Microsoft (NASDAQ:MSFT, Apple (NASDAQ:AAPL), Facebook (NASDAQ:FB) and Amazon.com (NASDAQ:AMZN) were higher, while Google-parent Alphabet (NASDAQ:GOOGL) was flat.

The uptick in United States 10-Year comes as Federal Reserve officials continued to talk up the prospect of earlier rate hikes.

Atlanta Fed President Raphael Bostic confirmed he was one of the seven Federal Open Market Committee members who projected a rate hike in late 2022 reflecting the June summary of economic projections released last week.

Bostic said the economy is close to meeting the Fed's "substantial further progress" hurdle to start bond tapering.

The recent bid in tech has been helped by investor bets that a low growth, stable inflation environment is on the horizon. But some warn it is too early to give up on the reflation rate, which tends to benefit economically cyclical corners of the market, as rates are likely to resume their upward projection.

"[W]e believe the U.S. is most likely still within the early-to-mid-stages of a reflationary recovery cycle that can transition toward inflationary growth in the years ahead," said Mark Luschini, chief investment strategy at Janney Montgomery Scott.

"[T]his reversion back toward low-rate/low-growth can persist over the near-term, [but] rates will eventually resume their modest upward trajectory … this can allow for further multiple expansion in stocks," it added.

Energy led the move higher, shrugging off a fall in crude prices paring despite data showing weekly U.S. oil fell sharply for a fifth straight week, reflecting strong demand over the summer months.

Crude oil inventories fell 7.6 million barrels last week, compared with analysts' expectations for a draw of 3.9 million barrels.

The advance in U.S. rates helped financials, mostly banking stocks, which tend to benefit from rising rate environments amid a boost to net interest margin.

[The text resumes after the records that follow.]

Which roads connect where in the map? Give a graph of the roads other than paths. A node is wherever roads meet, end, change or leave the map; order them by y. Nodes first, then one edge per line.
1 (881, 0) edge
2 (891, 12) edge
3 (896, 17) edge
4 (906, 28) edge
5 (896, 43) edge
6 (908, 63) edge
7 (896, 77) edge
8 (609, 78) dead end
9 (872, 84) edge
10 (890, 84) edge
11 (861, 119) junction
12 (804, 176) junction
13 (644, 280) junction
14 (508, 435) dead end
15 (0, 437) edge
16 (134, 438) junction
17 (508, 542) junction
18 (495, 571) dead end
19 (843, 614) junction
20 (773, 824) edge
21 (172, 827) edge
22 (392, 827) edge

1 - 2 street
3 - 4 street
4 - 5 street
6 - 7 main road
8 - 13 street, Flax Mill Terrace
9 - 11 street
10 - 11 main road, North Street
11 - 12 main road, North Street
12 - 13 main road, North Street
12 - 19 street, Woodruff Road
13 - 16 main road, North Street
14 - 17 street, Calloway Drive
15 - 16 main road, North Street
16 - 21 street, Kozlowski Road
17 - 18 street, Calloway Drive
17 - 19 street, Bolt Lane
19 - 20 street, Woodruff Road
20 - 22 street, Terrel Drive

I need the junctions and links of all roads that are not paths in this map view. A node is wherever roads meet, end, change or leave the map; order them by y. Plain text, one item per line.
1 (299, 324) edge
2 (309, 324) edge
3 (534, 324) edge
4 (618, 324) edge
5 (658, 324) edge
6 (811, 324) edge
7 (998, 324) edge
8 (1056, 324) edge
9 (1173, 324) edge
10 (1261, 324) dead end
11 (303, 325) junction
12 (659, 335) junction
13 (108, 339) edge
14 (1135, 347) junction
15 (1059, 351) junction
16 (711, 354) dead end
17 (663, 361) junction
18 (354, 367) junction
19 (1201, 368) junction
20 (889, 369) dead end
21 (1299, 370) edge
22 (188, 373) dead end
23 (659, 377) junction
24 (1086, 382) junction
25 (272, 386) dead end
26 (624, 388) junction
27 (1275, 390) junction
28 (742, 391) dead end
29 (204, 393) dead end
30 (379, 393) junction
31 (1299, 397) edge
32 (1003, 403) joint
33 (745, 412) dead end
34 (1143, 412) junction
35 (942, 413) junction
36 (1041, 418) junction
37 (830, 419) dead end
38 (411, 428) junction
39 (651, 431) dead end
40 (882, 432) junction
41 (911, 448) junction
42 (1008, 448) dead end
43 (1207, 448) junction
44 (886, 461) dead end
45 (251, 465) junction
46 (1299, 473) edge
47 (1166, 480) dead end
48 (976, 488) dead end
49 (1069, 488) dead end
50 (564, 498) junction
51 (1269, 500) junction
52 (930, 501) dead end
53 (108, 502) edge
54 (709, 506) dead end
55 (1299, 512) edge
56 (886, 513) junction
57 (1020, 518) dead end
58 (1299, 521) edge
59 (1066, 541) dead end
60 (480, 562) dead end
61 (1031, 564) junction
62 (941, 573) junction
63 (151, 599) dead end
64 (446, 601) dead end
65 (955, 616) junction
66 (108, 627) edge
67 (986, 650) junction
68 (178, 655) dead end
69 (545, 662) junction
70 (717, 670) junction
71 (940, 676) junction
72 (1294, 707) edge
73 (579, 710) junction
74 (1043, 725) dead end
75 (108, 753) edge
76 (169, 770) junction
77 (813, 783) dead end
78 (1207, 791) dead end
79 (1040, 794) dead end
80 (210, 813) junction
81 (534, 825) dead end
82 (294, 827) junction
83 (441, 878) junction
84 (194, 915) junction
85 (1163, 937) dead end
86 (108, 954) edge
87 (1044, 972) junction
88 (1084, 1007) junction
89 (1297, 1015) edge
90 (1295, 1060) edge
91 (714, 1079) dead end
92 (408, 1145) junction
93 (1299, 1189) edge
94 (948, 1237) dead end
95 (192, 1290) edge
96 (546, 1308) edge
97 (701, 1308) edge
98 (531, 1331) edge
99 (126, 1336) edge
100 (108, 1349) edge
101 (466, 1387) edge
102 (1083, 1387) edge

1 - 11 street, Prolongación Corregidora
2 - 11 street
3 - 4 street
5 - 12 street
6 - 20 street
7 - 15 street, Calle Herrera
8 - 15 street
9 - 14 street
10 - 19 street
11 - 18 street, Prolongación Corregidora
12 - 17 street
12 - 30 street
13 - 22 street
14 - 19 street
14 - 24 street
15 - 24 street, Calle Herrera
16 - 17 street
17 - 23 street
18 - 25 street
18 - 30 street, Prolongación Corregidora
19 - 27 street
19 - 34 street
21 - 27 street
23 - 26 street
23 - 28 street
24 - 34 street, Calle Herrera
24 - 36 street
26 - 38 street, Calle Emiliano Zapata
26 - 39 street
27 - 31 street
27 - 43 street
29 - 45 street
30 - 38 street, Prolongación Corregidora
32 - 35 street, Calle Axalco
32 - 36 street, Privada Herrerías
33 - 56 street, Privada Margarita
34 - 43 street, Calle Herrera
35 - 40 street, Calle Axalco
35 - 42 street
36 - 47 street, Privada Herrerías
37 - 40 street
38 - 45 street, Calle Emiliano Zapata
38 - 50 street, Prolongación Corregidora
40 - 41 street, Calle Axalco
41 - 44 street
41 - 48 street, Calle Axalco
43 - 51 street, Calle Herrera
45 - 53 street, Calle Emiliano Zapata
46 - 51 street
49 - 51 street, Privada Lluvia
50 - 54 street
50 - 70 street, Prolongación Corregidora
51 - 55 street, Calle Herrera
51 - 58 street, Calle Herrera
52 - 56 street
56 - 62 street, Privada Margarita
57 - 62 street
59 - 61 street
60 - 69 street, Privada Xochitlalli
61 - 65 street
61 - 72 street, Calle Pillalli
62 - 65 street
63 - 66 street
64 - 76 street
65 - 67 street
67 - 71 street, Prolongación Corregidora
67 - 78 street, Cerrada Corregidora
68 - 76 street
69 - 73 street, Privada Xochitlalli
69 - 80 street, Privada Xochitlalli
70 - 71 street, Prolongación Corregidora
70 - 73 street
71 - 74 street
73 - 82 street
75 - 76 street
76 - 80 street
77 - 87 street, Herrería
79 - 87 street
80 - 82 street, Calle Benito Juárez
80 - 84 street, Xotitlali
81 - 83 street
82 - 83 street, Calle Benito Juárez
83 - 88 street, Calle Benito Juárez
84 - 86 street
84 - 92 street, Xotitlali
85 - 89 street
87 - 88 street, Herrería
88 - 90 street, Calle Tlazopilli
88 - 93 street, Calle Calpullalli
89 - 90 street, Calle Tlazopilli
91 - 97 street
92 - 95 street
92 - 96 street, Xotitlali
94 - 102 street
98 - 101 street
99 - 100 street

In vaccine news, the Centers for Disease Control and Prevention said there was a "likely association" between heart inflammation and MRNA vaccines in teenagers and young adults. Both Pfizer (NYSE:PFE) and Moderna (NASDAQ:MRNA) fell, with the latter down more than 3%. 

On the economic front, the frantic pace of housing activity appears to be cooling, constrained by supply issues as new-home sales fell by 5.9% to a 769,000 units in May on an annualized basis.

Bitcoin, meanwhile, rebounded sharply from its slump below $30,000 a day earlier, helping crypto-related stocks including Coinbase Global (NASDAQ:COIN), Marathon Digital (NASDAQ:MARA), and Riot Blockchain (NASDAQ:RIOT) move higher.